::: Task input

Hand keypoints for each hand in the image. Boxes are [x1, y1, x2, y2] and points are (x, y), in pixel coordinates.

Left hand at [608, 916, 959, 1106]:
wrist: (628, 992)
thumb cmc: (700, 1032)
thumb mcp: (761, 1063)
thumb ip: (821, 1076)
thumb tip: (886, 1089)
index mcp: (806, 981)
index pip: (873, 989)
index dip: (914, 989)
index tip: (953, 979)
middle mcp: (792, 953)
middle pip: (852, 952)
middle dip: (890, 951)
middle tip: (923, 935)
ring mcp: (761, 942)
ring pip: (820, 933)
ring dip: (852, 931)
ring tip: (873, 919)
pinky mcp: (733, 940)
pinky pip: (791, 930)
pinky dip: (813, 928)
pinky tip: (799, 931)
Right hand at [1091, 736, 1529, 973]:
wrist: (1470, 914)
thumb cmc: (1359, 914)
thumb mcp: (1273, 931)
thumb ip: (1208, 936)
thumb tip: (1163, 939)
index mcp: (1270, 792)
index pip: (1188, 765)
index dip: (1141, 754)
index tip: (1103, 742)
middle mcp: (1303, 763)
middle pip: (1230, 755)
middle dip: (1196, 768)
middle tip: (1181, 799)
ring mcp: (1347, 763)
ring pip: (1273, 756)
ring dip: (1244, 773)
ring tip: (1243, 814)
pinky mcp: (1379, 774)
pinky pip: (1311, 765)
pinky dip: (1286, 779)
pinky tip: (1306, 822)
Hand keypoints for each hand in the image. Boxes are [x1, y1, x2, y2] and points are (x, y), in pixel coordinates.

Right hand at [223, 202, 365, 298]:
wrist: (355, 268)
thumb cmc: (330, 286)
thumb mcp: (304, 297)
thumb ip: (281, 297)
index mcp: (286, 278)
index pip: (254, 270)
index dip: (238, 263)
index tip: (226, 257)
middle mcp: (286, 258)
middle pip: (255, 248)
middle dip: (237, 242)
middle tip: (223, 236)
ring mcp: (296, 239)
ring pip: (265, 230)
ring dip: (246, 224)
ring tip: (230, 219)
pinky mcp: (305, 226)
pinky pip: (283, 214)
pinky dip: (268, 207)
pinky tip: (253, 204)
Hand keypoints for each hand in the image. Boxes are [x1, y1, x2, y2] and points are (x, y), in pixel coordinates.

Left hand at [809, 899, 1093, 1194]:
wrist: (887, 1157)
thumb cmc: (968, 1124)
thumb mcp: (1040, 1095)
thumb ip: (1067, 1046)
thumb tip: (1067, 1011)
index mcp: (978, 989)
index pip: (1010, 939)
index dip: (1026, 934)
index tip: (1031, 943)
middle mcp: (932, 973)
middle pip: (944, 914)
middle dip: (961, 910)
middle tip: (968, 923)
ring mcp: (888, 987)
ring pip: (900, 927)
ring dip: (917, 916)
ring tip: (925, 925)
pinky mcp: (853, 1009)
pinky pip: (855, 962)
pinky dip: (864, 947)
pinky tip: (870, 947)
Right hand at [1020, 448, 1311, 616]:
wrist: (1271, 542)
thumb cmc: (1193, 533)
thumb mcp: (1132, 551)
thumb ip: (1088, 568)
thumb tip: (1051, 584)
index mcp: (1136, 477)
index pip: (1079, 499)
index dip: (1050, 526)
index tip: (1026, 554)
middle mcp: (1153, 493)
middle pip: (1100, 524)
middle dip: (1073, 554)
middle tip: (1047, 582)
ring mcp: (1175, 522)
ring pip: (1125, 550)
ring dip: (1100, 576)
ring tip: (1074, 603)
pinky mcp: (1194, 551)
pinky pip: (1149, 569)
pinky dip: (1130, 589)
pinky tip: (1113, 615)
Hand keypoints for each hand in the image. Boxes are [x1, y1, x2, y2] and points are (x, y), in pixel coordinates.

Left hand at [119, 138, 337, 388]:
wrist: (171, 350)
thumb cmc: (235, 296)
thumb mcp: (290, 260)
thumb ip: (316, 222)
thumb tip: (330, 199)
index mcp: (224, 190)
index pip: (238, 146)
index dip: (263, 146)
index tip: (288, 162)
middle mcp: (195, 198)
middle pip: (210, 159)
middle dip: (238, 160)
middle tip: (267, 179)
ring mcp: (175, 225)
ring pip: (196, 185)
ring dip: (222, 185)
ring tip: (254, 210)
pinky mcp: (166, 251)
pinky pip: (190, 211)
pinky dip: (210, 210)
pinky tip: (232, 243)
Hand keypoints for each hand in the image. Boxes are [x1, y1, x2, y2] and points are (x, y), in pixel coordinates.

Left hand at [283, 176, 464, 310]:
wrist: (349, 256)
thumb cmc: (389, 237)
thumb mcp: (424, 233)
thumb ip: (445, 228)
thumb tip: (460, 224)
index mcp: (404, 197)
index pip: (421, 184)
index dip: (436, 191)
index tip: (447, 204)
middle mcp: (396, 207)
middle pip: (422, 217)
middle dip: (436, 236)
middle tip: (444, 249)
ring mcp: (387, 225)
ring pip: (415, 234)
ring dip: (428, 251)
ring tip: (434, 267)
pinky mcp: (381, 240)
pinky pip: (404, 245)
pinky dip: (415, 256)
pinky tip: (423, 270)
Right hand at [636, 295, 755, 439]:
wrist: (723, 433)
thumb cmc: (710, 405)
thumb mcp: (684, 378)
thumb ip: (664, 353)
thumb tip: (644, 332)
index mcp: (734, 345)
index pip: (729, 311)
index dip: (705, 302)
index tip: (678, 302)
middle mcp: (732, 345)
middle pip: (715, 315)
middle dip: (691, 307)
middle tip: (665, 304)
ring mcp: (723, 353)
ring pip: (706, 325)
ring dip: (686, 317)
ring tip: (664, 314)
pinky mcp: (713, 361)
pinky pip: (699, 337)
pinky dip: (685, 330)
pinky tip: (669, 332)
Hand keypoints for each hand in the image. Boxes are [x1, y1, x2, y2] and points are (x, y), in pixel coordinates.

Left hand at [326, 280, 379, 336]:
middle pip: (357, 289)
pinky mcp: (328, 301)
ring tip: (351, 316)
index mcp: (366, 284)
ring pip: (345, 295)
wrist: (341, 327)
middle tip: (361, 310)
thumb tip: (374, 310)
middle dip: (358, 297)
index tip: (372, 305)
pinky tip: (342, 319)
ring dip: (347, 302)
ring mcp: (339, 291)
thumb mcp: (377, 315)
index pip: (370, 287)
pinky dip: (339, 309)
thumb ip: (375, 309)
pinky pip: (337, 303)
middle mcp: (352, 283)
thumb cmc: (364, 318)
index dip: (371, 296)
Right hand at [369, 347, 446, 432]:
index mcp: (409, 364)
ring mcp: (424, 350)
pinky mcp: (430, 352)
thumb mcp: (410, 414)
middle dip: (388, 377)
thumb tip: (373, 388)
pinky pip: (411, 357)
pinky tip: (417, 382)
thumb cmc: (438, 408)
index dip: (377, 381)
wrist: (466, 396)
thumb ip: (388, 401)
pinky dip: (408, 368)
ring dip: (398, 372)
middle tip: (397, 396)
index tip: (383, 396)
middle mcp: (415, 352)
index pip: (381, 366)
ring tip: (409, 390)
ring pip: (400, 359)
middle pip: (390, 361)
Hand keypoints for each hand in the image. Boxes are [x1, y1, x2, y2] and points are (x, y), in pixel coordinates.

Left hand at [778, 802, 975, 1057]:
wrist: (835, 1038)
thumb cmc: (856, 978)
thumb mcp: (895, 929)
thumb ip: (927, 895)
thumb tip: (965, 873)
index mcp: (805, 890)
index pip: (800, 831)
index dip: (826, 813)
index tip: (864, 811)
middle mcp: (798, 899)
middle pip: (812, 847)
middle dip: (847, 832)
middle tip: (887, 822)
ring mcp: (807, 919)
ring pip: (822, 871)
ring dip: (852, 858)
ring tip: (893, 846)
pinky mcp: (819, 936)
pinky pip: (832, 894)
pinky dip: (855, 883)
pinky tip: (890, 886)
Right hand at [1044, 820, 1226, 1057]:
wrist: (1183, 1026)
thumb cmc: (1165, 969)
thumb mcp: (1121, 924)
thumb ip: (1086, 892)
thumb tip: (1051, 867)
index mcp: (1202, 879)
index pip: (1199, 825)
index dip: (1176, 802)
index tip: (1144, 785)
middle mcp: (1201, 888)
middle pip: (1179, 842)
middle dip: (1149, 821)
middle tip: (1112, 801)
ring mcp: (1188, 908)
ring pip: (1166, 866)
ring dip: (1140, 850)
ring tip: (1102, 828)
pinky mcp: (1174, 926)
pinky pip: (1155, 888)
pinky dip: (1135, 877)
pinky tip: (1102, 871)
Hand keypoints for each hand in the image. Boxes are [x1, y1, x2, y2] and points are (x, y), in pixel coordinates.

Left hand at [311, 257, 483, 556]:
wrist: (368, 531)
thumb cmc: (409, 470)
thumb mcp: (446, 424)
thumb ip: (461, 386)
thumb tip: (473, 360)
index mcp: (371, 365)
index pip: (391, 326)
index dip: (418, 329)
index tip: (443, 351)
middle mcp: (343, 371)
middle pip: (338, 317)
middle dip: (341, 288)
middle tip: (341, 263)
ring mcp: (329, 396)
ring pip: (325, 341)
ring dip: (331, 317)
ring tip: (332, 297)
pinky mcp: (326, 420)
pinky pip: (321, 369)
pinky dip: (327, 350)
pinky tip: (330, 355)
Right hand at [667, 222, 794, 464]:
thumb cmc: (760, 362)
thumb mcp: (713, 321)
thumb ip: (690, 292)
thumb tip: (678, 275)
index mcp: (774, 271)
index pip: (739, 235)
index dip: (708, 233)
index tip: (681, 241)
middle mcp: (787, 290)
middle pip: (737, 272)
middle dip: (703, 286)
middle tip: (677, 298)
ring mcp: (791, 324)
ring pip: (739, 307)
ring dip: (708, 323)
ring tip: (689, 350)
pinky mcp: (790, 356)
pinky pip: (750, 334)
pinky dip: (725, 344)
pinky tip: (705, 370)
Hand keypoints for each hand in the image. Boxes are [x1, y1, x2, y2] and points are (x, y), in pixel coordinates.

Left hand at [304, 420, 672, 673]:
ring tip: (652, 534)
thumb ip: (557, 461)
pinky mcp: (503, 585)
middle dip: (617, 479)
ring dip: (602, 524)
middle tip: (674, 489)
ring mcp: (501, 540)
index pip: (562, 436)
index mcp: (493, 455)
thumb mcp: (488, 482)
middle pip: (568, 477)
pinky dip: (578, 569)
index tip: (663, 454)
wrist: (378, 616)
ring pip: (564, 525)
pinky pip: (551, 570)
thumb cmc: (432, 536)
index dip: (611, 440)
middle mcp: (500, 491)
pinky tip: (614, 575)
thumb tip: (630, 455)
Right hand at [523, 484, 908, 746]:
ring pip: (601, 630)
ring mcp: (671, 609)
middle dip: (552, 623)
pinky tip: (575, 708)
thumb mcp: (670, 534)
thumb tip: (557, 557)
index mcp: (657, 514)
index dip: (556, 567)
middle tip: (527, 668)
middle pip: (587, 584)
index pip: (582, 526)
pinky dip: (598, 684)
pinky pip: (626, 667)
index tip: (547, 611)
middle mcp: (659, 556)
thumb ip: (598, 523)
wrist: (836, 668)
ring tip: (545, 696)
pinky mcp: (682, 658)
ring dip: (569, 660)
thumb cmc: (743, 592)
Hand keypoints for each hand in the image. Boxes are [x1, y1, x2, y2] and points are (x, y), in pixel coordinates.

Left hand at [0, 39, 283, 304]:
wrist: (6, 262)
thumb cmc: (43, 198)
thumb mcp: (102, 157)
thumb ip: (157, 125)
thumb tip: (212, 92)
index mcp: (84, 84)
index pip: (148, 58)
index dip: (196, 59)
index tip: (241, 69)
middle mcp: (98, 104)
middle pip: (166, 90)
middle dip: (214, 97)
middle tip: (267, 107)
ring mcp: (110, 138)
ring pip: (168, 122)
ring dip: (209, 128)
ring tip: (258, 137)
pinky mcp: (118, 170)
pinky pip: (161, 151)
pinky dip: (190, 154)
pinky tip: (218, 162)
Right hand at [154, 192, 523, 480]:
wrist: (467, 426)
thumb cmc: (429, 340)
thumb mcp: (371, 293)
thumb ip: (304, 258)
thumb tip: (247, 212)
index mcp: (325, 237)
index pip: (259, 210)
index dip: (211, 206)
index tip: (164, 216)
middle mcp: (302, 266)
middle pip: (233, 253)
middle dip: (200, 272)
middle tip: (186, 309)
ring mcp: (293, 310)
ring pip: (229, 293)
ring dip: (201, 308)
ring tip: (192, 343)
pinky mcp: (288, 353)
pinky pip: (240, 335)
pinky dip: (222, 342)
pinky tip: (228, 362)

::::::

» Brief: Your reply must contain exactly the lines from the first line of the data through the line holding "index pip: (873, 989)", and nothing more.

» Result below:
Hand keypoints for each hand in the image. Boxes are [x1, y1, x2, y2] and points are (x, y), in pixel coordinates.

Left hand at [608, 916, 959, 1106]:
wrist: (628, 992)
thumb cmc: (700, 1032)
thumb mcp: (761, 1063)
thumb ip: (821, 1076)
thumb tip: (886, 1089)
index mcp: (806, 981)
index pip: (873, 989)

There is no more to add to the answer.